Culinarily speaking, Denver has the best: Traditional Mexican food. I love the little holes-in-the-wall with great green chile and all the places with menudo. I get the carnitas burrito from Tacos el Chorizo a lot, which I love, mostly because they don't trim a lot of the fat off. You take a bite and it's all squish and love.
Culinarily speaking, Denver has the worst: Street vendor food. You can make a meal out of the street vendor food in New York and Chicago and in all sorts of other cities, but you can't do that here.
Favorite cookbooks: Culinary Artistry, by Andrew Dornenburg and Karen Page. When I'm having a creativity block, I can open that book and it gets my brain going. It's a fantastic reference guide for chefs.
Weirdest thing you've ever eaten: Agouti, a small mammal in Belize, that we skinned and barbecued. It tasted like duck confit.

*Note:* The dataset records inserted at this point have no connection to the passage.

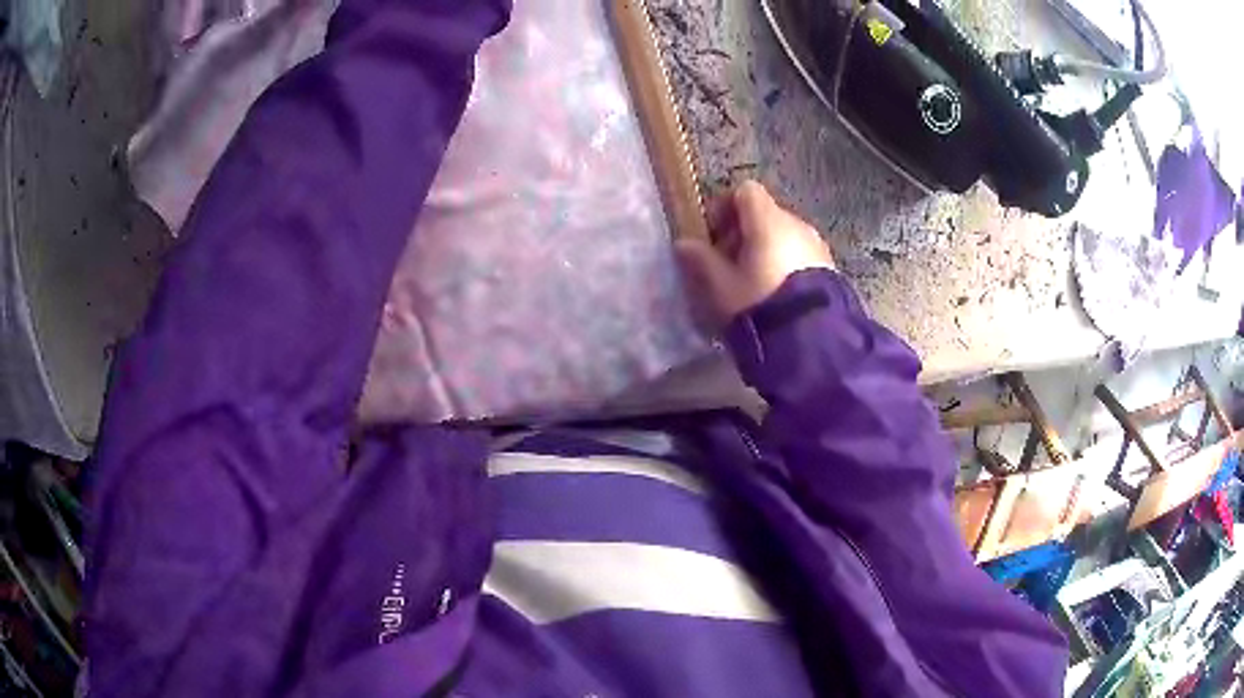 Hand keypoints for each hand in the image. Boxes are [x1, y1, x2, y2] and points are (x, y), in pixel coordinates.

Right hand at [676, 180, 834, 326]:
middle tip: (727, 264)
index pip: (745, 191)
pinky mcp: (830, 266)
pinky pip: (799, 252)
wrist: (814, 341)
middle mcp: (796, 223)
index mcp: (768, 221)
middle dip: (742, 233)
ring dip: (764, 249)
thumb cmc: (760, 306)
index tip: (712, 234)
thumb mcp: (722, 287)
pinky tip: (776, 293)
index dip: (724, 207)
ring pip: (783, 234)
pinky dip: (784, 262)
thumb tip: (684, 243)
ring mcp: (817, 244)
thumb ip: (701, 260)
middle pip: (764, 213)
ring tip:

Current Denver culinary genius: My sous chef, Jason Butler. He blows me away with new menu ideas and some of the stuff he comes up with for our specials. He's a very talented young man and deserves a lot of credit for the success of Solera. And I've got to give mad props to Wade Kirwan at Vesta Dipping Grill. He's truly passionate about food and life; he wears his guts outside of his chef's jacket, and his food is off the charts. It's really great to see him spreading his wings. The guy's a stud.
You're making a pizza. What's on it? Pancetta, mushrooms, tomatoes, Gruyère and olives.
You're making an omelet. What's in it? Smoked trout, porcini mushrooms, cream cheese and white truffles.
After-work hangout: The Elm. My staff lives there. And they have Buck Hunter, a cool video game with an elk running across the screen that you shoot.
If you could cook for one person, dead or alive, who would it be? My grandfather. He made this red-wine sauce with onions, garlic, button mushrooms and parsley that he'd reduce and put over steak. That's my first memory of having something in my mouth that didn't taste like ketchup, which I used to douse everything with. He died when I was young, but loved to cook and eat. He raised eleven kids and died early from smoking, but it would be a special thing for me to share what I have learned with him.
Favorite Denver restaurant(s) other than your own: I love Steuben's and the Cherry Cricket. The fried macaroni-and-cheese wedges at the Cricket are addicting. I even like to put them on my cheeseburger. At both of these places, you can just walk in, get a whiskey and a beer and some great grub. The brunch at Table 6 also kicks some serious Denver ass.